**TASK GOAL:** Return all entries word for word, but drop any images.

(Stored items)
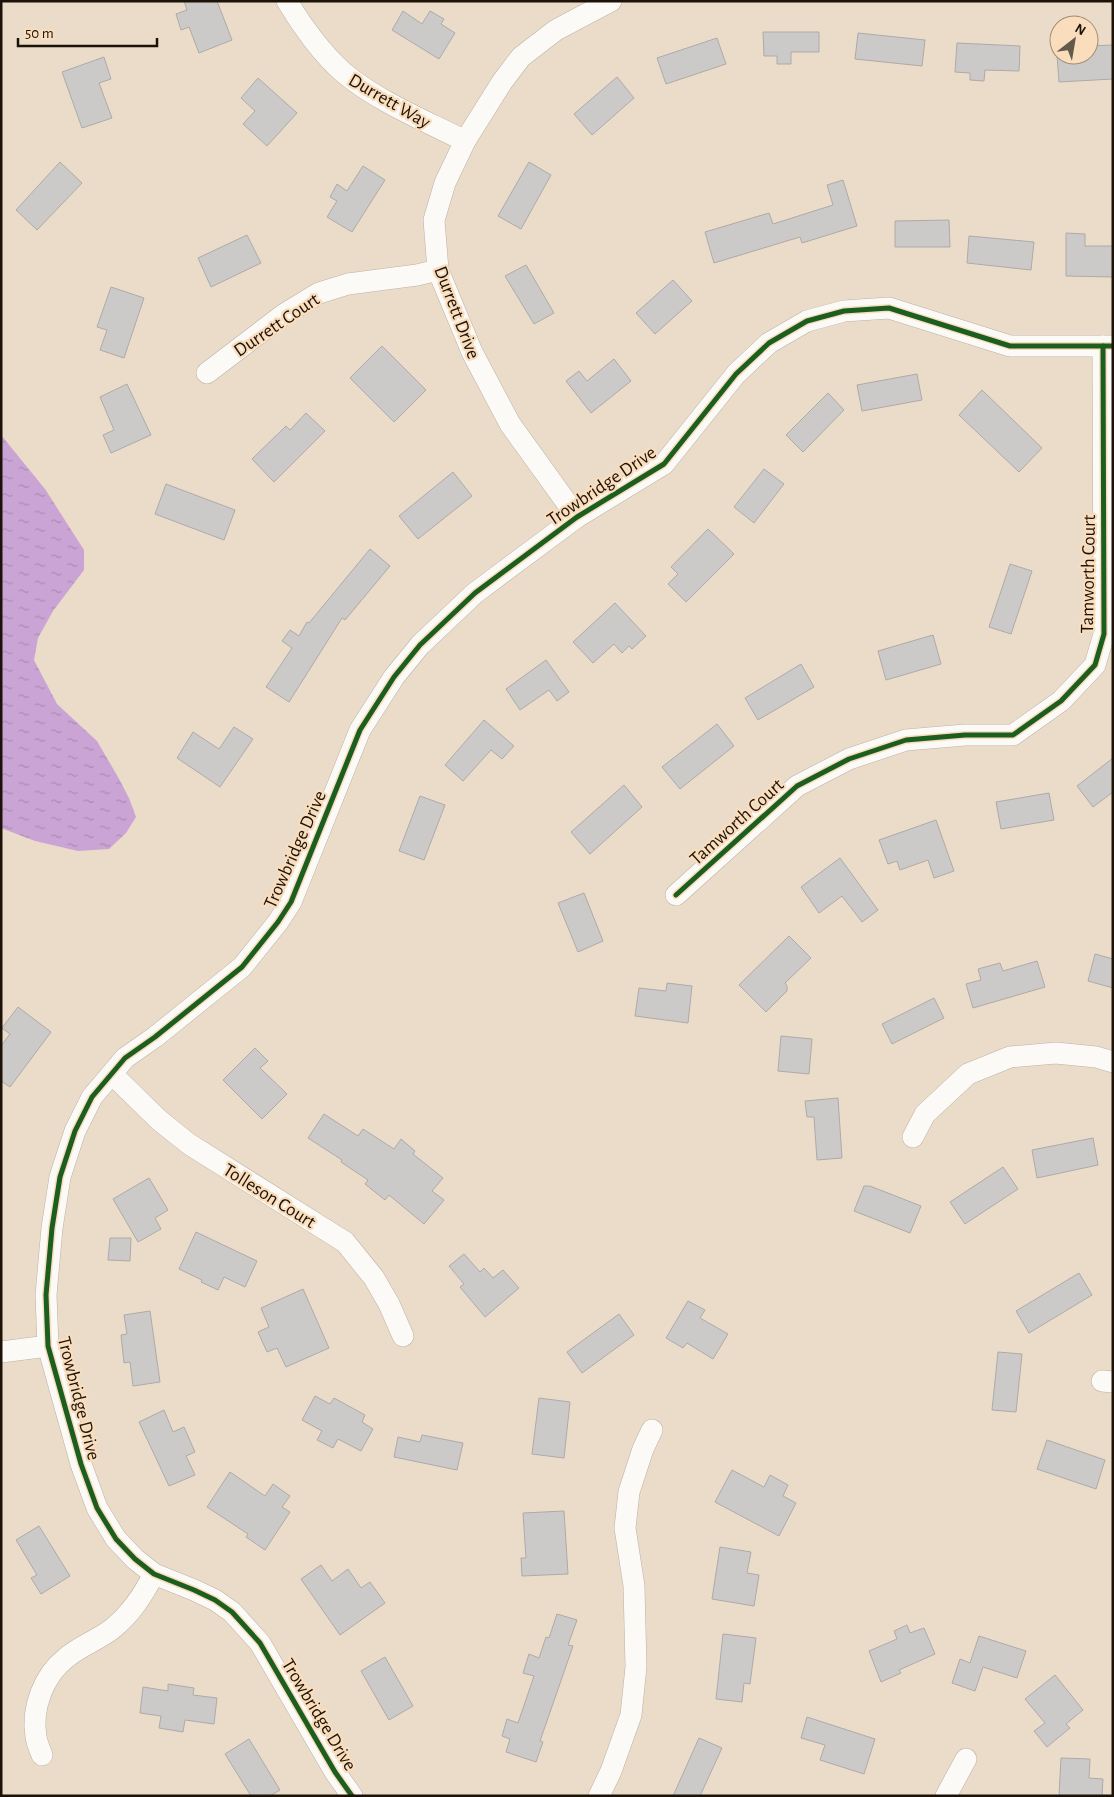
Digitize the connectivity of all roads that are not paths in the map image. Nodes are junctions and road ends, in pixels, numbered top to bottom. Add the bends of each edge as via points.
1 (287, 1) edge
2 (611, 1) edge
3 (465, 141) junction
4 (438, 270) junction
5 (1108, 346) edge
6 (207, 373) dead end
7 (577, 517) junction
8 (676, 895) dead end
9 (1113, 1062) edge
10 (112, 1074) junction
11 (913, 1137) dead end
12 (403, 1336) dead end
13 (48, 1346) junction
14 (1, 1352) edge
15 (652, 1430) dead end
16 (154, 1574) junction
17 (42, 1756) dead end
18 (966, 1759) dead end
19 (352, 1796) edge
20 (599, 1796) edge
21 (946, 1796) edge

1 - 3 street, Durrett Way via 295,16 344,73 374,94
2 - 3 street, Durrett Drive via 556,30 521,57
3 - 4 street, Durrett Drive via 445,183 434,220
4 - 6 street, Durrett Court via 348,284 318,293 283,315
4 - 7 street, Durrett Drive via 472,352 510,424
5 - 7 street, Trowbridge Drive via 1010,346 889,308 844,311 807,321 769,343 736,374 664,464
5 - 8 street, Tamworth Court via 1104,634 1095,665 1061,702 1013,734 906,740 849,759 797,786
7 - 10 street, Trowbridge Drive via 475,593 420,645 394,677 360,730 291,902 278,922 242,967 125,1058
9 - 11 street via 1056,1053 1010,1057 968,1074 925,1114
10 - 12 street, Tolleson Court via 189,1144 345,1242 374,1278
10 - 13 street, Trowbridge Drive via 92,1097 75,1131 60,1177 46,1295
13 - 14 street
13 - 16 street, Trowbridge Drive via 80,1464 97,1508 116,1539
15 - 20 street via 629,1492 624,1528 634,1586 636,1667 631,1715
16 - 17 street via 142,1598 112,1630 66,1657 51,1672 39,1695 36,1718 36,1737
16 - 19 street, Trowbridge Drive via 214,1600 238,1618 260,1643
18 - 21 street

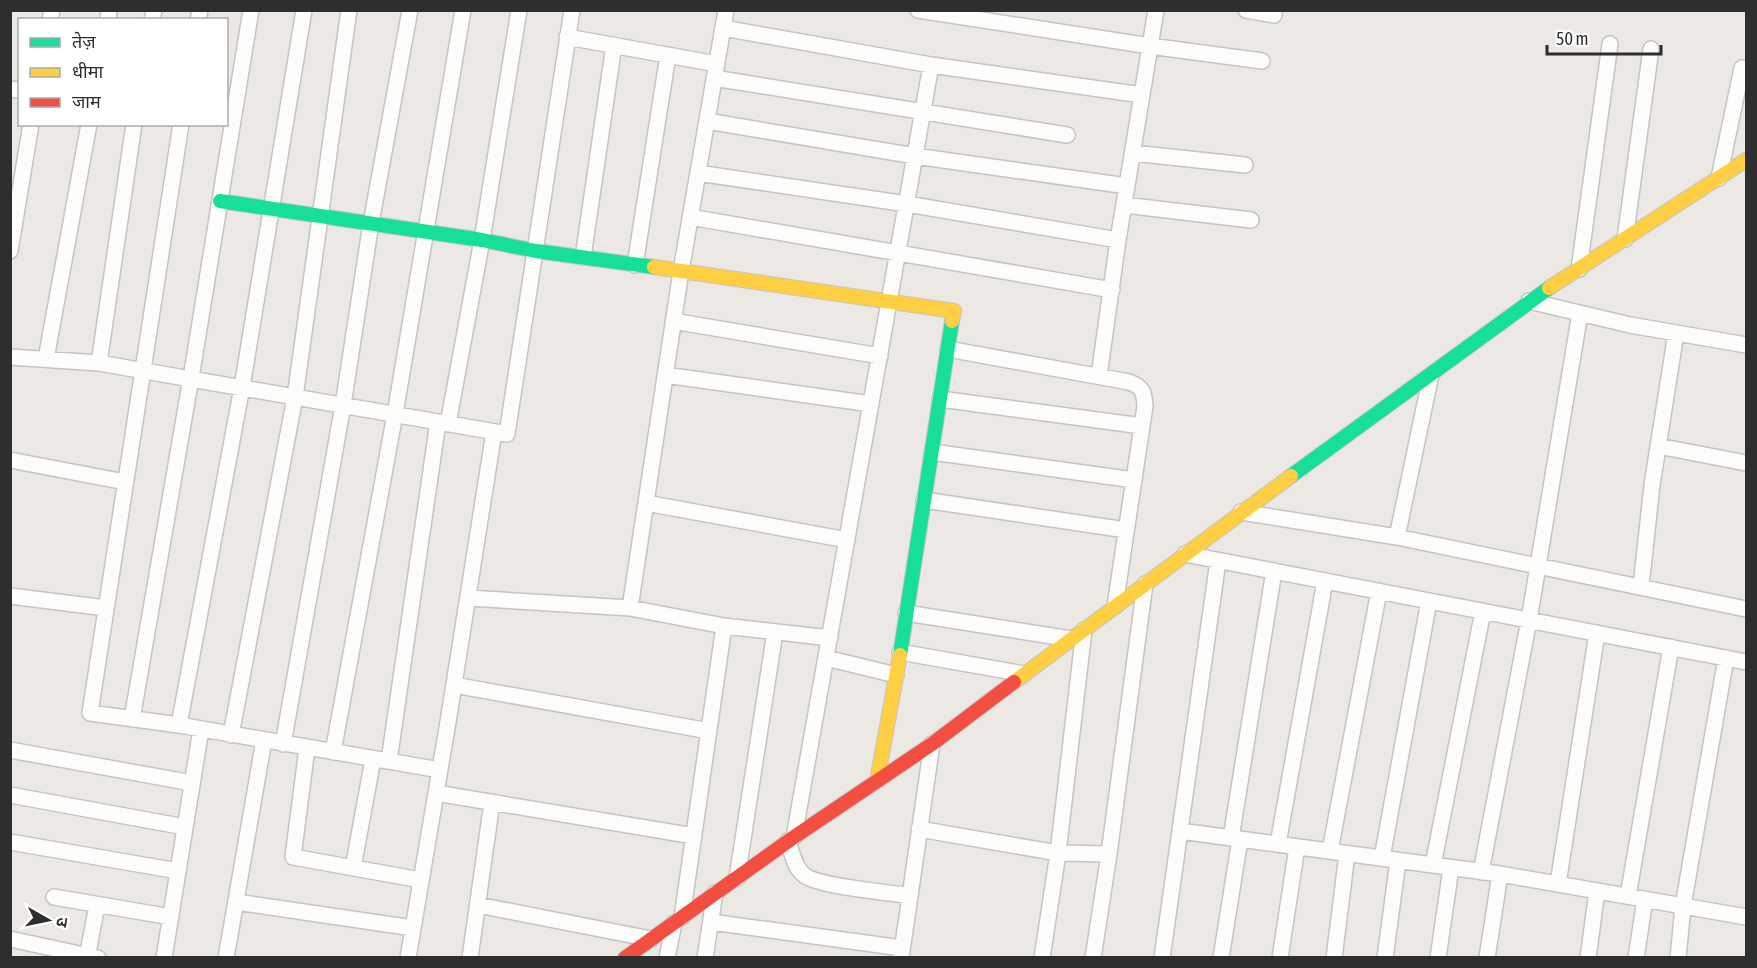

**OUTPUT OF THE TASK:**
Digitize the connectivity of all roads that are not paths in the map image. Nodes are junctions and road ends, in pixels, numbered top to bottom. Add the bends of each edge as via points.
1 (287, 1) edge
2 (611, 1) edge
3 (465, 141) junction
4 (438, 270) junction
5 (1108, 346) edge
6 (207, 373) dead end
7 (577, 517) junction
8 (676, 895) dead end
9 (1113, 1062) edge
10 (112, 1074) junction
11 (913, 1137) dead end
12 (403, 1336) dead end
13 (48, 1346) junction
14 (1, 1352) edge
15 (652, 1430) dead end
16 (154, 1574) junction
17 (42, 1756) dead end
18 (966, 1759) dead end
19 (352, 1796) edge
20 (599, 1796) edge
21 (946, 1796) edge

1 - 3 street, Durrett Way via 295,16 344,73 374,94
2 - 3 street, Durrett Drive via 556,30 521,57
3 - 4 street, Durrett Drive via 445,183 434,220
4 - 6 street, Durrett Court via 348,284 318,293 283,315
4 - 7 street, Durrett Drive via 472,352 510,424
5 - 7 street, Trowbridge Drive via 1010,346 889,308 844,311 807,321 769,343 736,374 664,464
5 - 8 street, Tamworth Court via 1104,634 1095,665 1061,702 1013,734 906,740 849,759 797,786
7 - 10 street, Trowbridge Drive via 475,593 420,645 394,677 360,730 291,902 278,922 242,967 125,1058
9 - 11 street via 1056,1053 1010,1057 968,1074 925,1114
10 - 12 street, Tolleson Court via 189,1144 345,1242 374,1278
10 - 13 street, Trowbridge Drive via 92,1097 75,1131 60,1177 46,1295
13 - 14 street
13 - 16 street, Trowbridge Drive via 80,1464 97,1508 116,1539
15 - 20 street via 629,1492 624,1528 634,1586 636,1667 631,1715
16 - 17 street via 142,1598 112,1630 66,1657 51,1672 39,1695 36,1718 36,1737
16 - 19 street, Trowbridge Drive via 214,1600 238,1618 260,1643
18 - 21 street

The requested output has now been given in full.